[Start of Attachment]

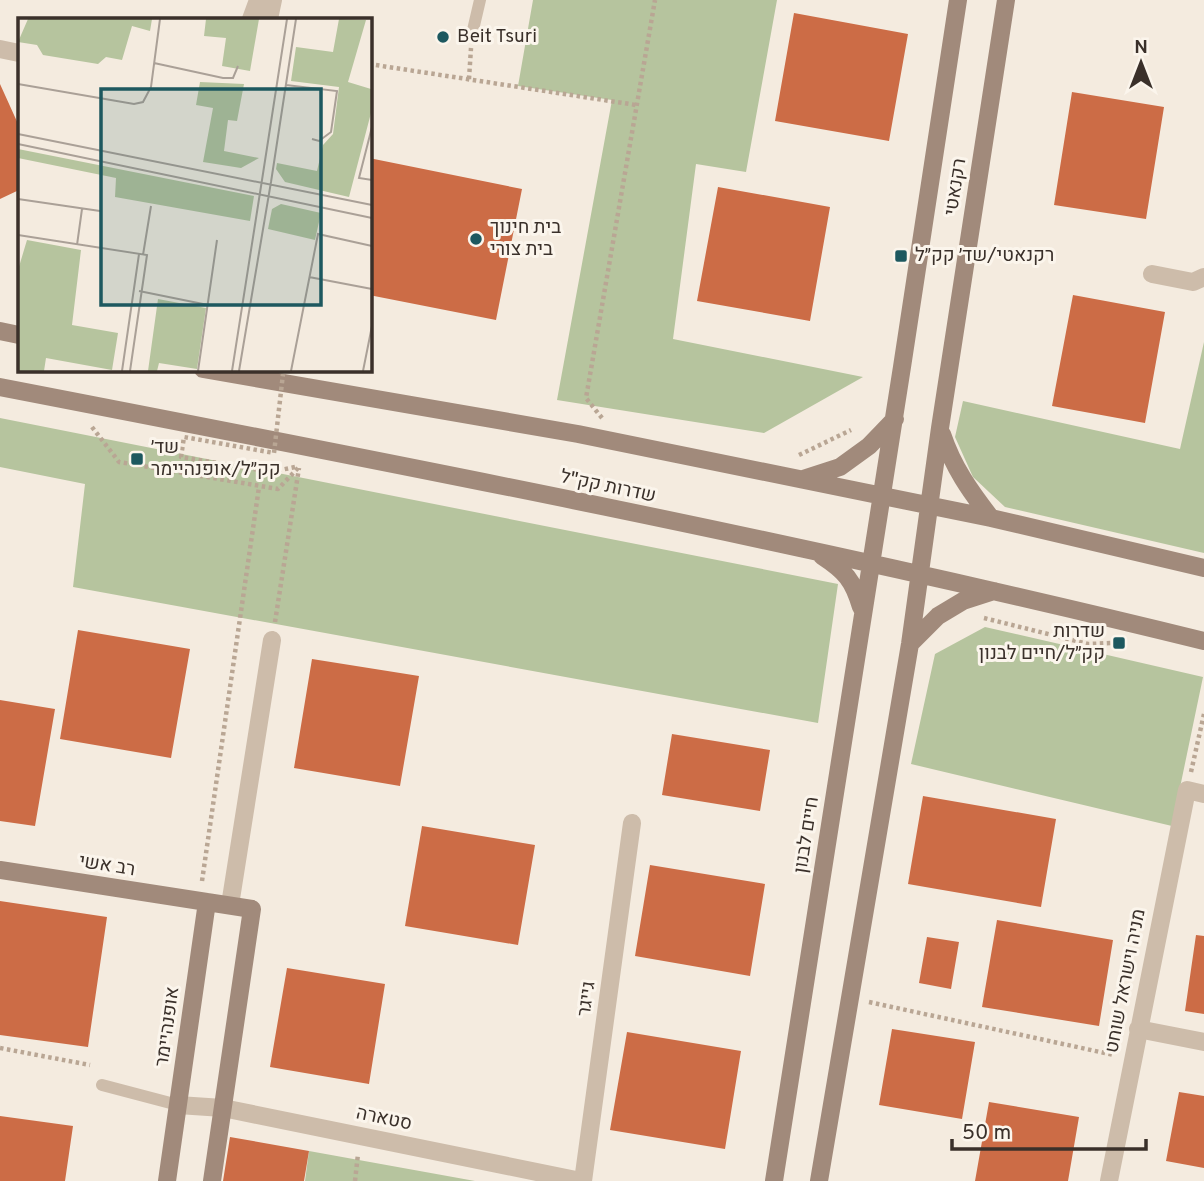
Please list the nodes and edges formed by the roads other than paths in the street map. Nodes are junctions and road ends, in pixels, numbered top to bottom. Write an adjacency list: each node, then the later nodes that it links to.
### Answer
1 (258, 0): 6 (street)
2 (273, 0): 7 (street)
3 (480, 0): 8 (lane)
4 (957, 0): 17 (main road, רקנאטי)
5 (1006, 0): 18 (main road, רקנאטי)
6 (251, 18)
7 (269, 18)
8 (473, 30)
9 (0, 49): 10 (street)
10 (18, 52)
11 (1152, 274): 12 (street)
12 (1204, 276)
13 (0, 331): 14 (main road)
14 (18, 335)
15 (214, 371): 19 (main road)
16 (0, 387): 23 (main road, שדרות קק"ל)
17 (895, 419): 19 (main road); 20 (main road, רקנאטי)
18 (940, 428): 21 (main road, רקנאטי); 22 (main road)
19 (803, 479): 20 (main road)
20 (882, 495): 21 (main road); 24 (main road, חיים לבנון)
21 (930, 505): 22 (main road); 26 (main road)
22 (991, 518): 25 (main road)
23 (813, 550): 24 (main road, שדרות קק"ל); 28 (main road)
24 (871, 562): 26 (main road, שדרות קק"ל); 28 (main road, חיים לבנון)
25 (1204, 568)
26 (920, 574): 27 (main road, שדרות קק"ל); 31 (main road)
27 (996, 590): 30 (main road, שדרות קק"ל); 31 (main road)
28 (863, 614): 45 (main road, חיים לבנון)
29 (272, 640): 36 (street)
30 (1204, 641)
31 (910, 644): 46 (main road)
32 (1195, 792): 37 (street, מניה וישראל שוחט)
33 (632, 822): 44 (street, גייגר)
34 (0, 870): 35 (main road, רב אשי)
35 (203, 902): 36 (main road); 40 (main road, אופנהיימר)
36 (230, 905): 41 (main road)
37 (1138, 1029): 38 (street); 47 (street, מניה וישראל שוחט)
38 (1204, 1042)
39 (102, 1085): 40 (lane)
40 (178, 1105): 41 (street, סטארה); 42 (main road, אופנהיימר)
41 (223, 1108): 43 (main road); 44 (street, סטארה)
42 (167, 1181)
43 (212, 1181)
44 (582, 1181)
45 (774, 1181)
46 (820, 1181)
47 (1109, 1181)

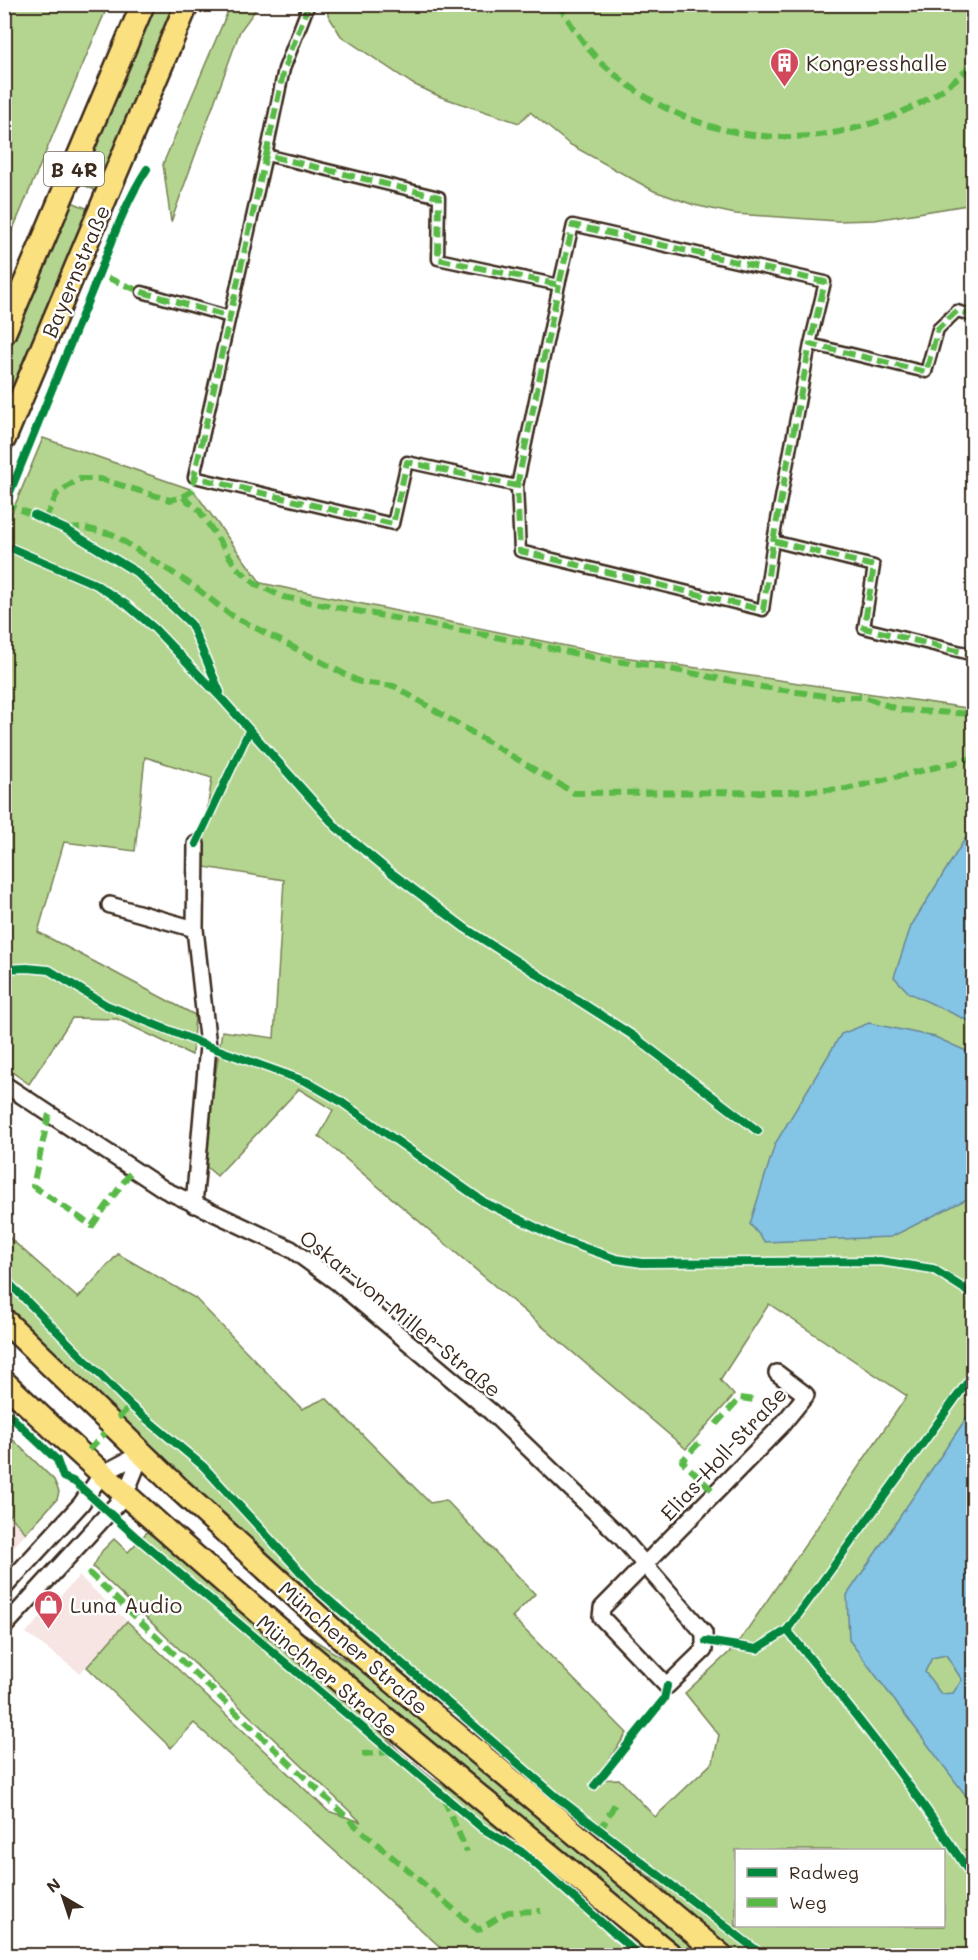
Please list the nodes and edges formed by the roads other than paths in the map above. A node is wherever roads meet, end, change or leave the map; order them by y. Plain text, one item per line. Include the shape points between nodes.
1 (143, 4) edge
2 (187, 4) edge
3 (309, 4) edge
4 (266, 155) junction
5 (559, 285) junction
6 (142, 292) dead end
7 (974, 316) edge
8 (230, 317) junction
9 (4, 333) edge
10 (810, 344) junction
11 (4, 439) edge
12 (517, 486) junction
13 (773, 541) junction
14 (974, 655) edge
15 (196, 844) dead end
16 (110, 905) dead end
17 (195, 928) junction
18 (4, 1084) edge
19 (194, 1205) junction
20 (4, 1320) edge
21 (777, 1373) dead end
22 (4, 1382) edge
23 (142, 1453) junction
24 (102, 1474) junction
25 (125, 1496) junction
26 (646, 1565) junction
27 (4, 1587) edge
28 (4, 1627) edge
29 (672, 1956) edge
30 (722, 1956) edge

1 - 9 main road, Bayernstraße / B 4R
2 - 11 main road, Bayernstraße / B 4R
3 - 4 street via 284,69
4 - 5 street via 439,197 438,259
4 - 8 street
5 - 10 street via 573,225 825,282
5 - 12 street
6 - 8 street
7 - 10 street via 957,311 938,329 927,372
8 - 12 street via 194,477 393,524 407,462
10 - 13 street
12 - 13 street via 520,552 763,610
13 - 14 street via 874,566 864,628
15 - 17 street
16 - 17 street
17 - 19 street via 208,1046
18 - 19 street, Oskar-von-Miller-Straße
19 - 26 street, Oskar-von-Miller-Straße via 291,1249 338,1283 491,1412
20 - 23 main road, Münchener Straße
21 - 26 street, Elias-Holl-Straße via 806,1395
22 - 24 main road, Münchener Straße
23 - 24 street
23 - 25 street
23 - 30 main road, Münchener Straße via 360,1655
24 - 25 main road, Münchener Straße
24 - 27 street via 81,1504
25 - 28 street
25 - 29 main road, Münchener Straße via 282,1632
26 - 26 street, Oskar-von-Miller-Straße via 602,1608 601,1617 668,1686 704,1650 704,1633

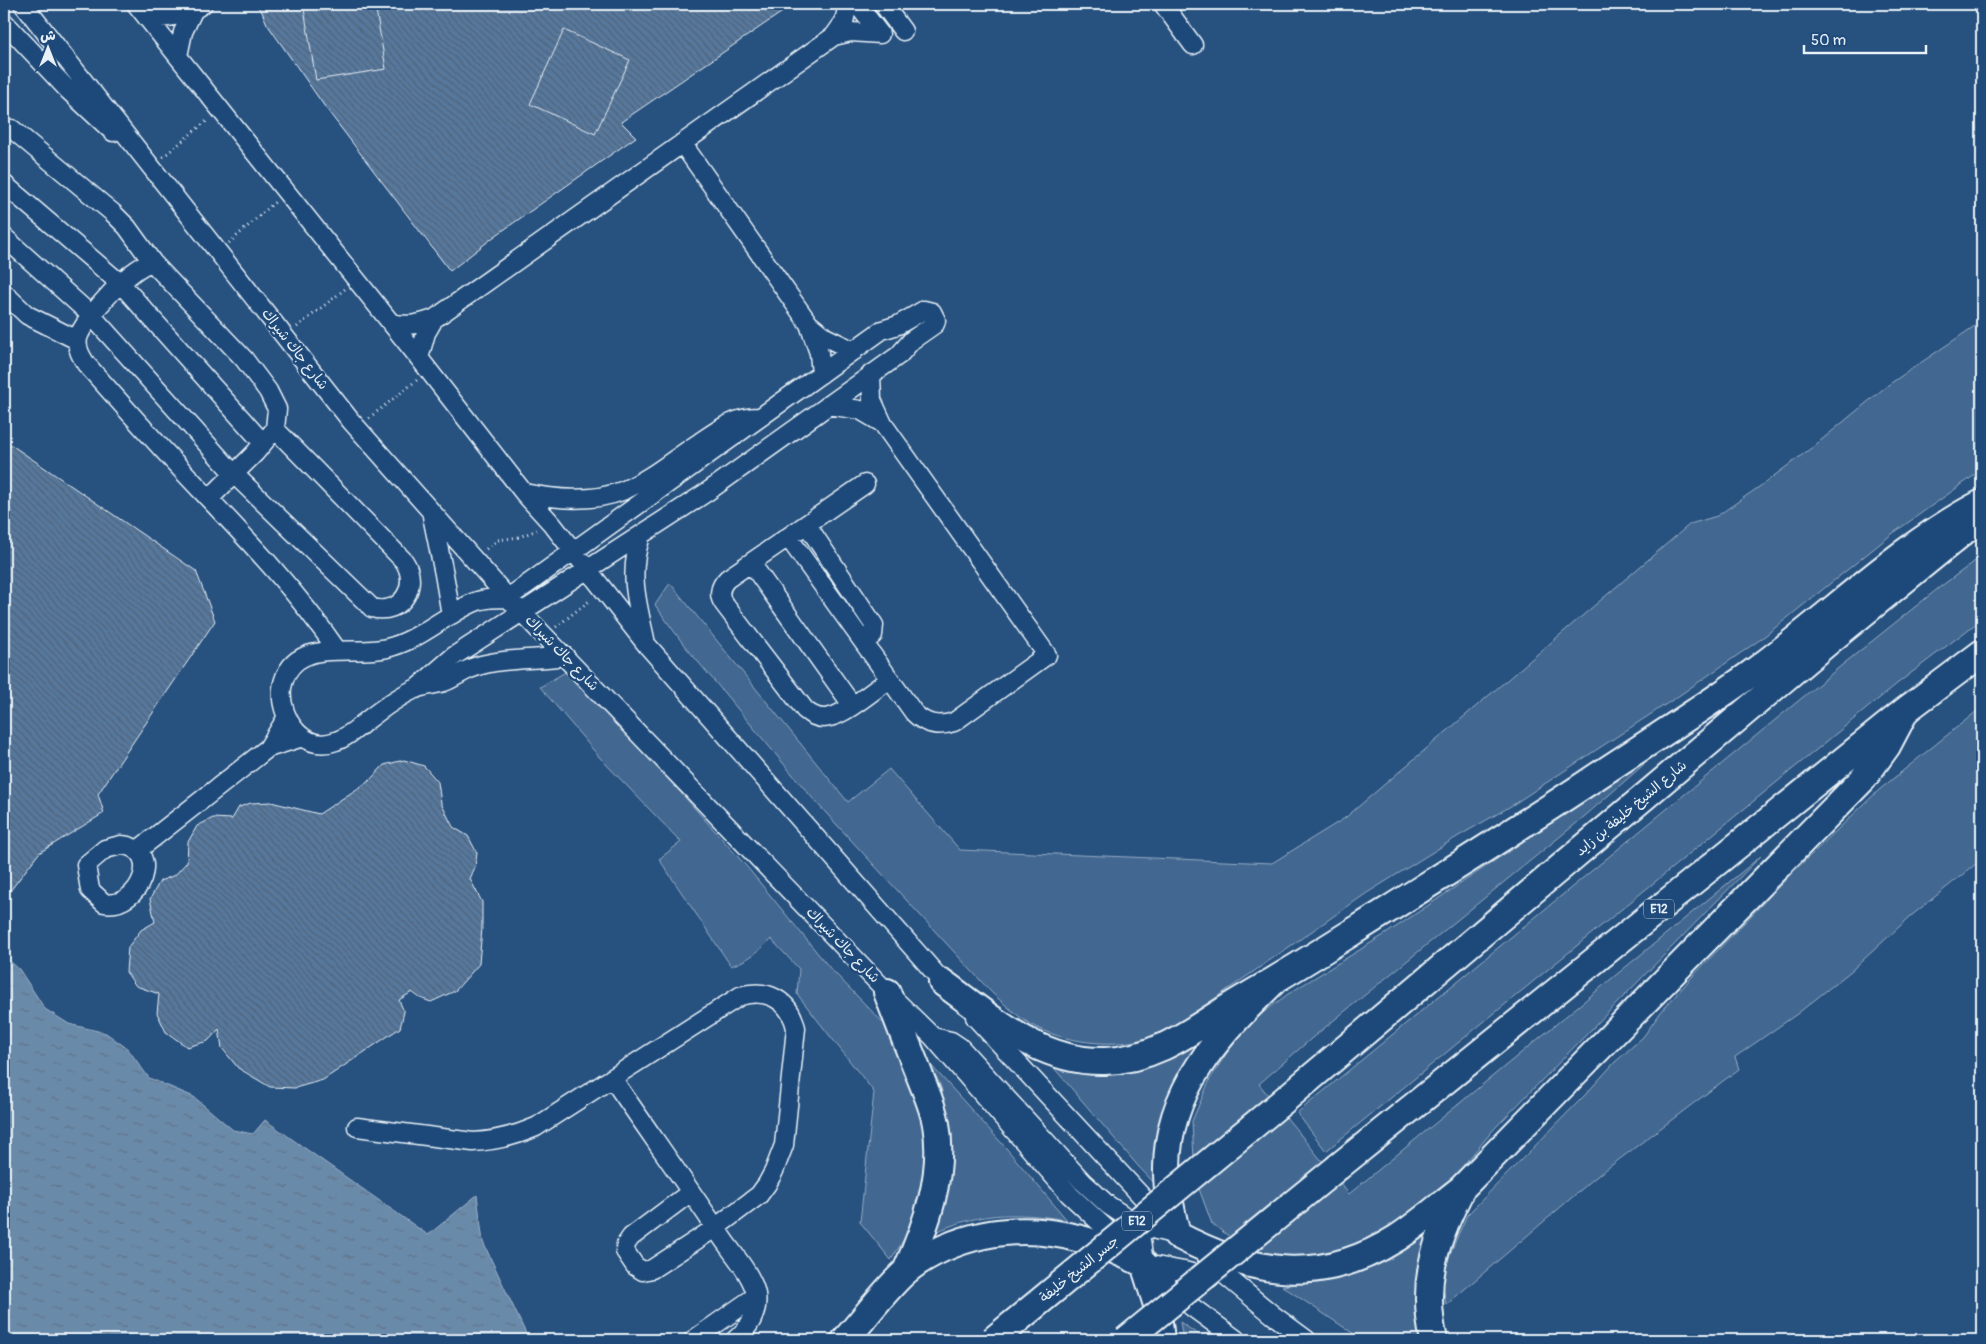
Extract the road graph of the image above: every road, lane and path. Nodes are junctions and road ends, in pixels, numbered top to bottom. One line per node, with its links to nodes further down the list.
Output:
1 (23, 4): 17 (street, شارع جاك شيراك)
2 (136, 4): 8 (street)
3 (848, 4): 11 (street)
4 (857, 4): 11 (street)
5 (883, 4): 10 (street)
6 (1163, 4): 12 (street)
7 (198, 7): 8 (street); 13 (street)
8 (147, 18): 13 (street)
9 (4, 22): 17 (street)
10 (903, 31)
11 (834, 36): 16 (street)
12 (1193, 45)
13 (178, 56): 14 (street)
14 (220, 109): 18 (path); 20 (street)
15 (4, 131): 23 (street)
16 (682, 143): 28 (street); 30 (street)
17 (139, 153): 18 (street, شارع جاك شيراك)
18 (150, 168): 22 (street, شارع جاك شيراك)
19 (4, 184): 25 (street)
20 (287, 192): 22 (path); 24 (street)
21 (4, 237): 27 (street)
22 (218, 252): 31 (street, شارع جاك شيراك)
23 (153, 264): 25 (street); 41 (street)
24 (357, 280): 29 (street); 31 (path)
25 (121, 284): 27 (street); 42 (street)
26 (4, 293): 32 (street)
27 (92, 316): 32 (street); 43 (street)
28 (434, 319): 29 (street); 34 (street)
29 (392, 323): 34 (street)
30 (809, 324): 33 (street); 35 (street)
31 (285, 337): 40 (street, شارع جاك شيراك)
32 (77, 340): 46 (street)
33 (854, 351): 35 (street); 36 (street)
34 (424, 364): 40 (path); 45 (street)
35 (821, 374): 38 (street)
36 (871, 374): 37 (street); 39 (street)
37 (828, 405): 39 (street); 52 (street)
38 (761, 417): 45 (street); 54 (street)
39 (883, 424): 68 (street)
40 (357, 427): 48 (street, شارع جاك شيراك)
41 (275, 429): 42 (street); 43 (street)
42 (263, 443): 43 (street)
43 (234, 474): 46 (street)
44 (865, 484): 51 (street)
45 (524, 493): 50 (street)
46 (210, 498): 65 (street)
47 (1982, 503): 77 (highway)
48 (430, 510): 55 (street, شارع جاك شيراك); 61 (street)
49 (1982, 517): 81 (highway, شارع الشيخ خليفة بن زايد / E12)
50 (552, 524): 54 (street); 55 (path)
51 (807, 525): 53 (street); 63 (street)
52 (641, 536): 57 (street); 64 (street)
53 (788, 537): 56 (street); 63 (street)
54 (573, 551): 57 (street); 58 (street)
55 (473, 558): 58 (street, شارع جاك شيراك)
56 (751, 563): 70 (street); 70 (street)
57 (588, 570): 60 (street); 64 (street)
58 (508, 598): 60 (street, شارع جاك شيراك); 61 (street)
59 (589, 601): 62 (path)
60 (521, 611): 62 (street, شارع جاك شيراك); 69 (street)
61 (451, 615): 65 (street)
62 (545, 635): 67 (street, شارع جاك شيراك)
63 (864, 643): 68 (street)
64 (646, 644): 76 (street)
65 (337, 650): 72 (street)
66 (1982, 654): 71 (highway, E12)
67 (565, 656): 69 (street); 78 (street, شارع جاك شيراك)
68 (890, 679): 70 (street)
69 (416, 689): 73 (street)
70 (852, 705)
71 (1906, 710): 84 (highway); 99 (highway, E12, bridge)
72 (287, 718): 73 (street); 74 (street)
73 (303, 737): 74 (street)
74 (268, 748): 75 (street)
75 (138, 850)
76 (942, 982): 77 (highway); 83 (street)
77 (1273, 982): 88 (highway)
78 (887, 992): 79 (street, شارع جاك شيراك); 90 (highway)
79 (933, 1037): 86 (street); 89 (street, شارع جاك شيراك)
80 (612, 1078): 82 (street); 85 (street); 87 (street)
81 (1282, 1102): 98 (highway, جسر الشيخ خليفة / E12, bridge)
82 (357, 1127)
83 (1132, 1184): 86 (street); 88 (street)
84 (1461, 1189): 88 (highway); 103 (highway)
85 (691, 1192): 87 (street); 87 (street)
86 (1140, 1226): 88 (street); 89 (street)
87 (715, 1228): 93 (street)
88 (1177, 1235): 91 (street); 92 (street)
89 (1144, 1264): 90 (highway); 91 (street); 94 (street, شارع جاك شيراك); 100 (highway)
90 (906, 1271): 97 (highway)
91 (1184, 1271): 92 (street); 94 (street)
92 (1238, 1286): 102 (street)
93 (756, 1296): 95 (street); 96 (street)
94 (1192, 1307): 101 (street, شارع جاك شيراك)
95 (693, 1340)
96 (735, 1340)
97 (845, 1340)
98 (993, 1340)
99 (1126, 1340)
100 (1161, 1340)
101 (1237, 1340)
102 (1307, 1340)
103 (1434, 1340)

[End of Attachment]

**Your instructions:** Return the lines of the records that include the string "Münchener".

**Exercise output:**
20 - 23 main road, Münchener Straße
22 - 24 main road, Münchener Straße
23 - 30 main road, Münchener Straße via 360,1655
24 - 25 main road, Münchener Straße
25 - 29 main road, Münchener Straße via 282,1632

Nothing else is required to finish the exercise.